EXERCISE: Each line of the records below that contains "Dukuh" needs to be copied.

PROVIDED INFORMATION:
┌──

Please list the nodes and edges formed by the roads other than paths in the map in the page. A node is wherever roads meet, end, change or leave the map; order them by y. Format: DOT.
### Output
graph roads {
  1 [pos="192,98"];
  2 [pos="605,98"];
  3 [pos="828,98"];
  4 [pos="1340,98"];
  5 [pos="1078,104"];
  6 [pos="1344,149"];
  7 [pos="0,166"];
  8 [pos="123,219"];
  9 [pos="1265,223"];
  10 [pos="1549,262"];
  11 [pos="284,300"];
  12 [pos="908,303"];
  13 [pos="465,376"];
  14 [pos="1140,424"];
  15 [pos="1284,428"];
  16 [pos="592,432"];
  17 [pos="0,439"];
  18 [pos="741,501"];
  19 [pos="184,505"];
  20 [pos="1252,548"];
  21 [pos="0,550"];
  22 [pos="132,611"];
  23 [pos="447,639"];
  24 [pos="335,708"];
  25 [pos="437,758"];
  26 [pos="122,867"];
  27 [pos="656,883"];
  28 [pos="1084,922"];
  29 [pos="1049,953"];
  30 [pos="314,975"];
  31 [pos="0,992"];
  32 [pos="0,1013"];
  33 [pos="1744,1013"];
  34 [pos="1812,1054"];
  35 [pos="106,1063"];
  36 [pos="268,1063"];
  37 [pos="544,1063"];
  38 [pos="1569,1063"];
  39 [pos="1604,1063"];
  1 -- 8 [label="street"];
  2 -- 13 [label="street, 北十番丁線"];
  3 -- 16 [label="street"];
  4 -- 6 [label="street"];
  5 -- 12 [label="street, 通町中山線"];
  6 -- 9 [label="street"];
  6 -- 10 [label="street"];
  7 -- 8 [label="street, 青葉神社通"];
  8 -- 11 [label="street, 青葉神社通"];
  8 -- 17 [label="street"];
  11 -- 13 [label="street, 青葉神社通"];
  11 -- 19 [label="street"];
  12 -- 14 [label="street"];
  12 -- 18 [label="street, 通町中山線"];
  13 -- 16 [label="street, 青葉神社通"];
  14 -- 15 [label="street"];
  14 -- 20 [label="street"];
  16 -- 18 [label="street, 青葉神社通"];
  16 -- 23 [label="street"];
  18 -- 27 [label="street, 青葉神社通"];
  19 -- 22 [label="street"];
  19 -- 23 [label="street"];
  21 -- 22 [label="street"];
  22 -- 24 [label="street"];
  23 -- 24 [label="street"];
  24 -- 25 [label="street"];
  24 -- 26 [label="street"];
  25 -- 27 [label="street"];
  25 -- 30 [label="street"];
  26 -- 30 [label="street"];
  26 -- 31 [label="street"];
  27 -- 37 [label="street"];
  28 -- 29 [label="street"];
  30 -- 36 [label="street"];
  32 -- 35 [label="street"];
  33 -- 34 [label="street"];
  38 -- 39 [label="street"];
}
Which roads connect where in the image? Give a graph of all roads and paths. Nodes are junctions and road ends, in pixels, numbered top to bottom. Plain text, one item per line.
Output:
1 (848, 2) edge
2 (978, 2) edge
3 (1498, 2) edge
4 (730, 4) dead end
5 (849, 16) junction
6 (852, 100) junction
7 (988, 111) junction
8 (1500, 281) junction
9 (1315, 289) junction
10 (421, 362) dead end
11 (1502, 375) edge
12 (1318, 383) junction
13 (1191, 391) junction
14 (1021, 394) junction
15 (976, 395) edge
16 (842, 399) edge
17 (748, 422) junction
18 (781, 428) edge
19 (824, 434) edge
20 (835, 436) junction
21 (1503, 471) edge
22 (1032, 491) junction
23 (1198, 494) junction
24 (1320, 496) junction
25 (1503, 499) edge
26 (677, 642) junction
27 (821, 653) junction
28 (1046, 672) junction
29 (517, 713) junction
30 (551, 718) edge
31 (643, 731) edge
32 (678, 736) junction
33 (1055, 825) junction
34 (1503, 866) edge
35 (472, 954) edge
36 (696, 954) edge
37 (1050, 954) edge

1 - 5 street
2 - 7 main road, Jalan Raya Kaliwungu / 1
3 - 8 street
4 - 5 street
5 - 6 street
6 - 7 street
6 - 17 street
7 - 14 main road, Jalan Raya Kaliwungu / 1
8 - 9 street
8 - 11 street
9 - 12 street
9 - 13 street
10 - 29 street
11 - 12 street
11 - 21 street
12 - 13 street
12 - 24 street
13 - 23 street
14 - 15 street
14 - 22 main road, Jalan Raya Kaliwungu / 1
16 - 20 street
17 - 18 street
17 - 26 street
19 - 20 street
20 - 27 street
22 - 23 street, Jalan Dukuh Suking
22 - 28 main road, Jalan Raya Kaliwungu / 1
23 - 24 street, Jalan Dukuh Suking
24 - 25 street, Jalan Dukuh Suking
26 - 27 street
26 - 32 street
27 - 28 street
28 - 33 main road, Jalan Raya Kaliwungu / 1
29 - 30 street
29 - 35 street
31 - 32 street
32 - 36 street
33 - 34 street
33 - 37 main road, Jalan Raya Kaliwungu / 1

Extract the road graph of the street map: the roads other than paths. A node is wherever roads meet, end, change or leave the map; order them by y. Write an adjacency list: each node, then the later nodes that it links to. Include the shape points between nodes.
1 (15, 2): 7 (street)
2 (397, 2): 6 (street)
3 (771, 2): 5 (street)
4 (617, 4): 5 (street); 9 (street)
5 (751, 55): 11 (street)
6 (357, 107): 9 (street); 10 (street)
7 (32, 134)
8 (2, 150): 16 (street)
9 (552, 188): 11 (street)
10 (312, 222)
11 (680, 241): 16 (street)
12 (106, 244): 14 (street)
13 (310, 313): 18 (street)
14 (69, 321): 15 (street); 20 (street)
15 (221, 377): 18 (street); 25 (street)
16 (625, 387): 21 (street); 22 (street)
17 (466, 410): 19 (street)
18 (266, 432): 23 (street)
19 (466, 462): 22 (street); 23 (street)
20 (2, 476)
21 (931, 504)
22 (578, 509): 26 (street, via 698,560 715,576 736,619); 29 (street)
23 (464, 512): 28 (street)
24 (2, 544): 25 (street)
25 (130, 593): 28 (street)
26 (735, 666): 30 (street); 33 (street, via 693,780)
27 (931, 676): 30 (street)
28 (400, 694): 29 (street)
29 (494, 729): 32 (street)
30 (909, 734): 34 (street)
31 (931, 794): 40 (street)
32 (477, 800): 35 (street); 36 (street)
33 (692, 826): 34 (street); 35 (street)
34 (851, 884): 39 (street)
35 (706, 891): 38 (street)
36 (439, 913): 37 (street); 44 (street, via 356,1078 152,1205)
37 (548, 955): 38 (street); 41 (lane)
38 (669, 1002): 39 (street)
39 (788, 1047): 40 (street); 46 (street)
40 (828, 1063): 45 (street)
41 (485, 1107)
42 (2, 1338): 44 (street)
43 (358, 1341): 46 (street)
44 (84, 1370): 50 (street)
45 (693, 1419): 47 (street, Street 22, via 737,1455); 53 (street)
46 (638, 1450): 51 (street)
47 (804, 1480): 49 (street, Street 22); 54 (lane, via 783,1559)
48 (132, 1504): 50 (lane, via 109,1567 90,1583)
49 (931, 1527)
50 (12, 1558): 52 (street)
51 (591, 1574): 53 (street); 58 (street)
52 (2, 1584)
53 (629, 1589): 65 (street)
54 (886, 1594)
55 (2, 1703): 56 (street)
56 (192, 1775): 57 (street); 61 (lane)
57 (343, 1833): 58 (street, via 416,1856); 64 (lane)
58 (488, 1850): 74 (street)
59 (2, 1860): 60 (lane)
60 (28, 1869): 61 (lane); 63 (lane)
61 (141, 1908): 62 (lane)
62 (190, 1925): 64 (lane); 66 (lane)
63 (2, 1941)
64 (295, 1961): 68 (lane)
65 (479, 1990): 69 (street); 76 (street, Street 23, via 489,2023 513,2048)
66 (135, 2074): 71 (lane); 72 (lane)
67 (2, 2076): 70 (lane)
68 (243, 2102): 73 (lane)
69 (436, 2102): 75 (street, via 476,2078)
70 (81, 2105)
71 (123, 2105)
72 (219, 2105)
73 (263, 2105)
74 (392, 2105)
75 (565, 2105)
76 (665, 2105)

└──

RESULT:
22 - 23 street, Jalan Dukuh Suking
23 - 24 street, Jalan Dukuh Suking
24 - 25 street, Jalan Dukuh Suking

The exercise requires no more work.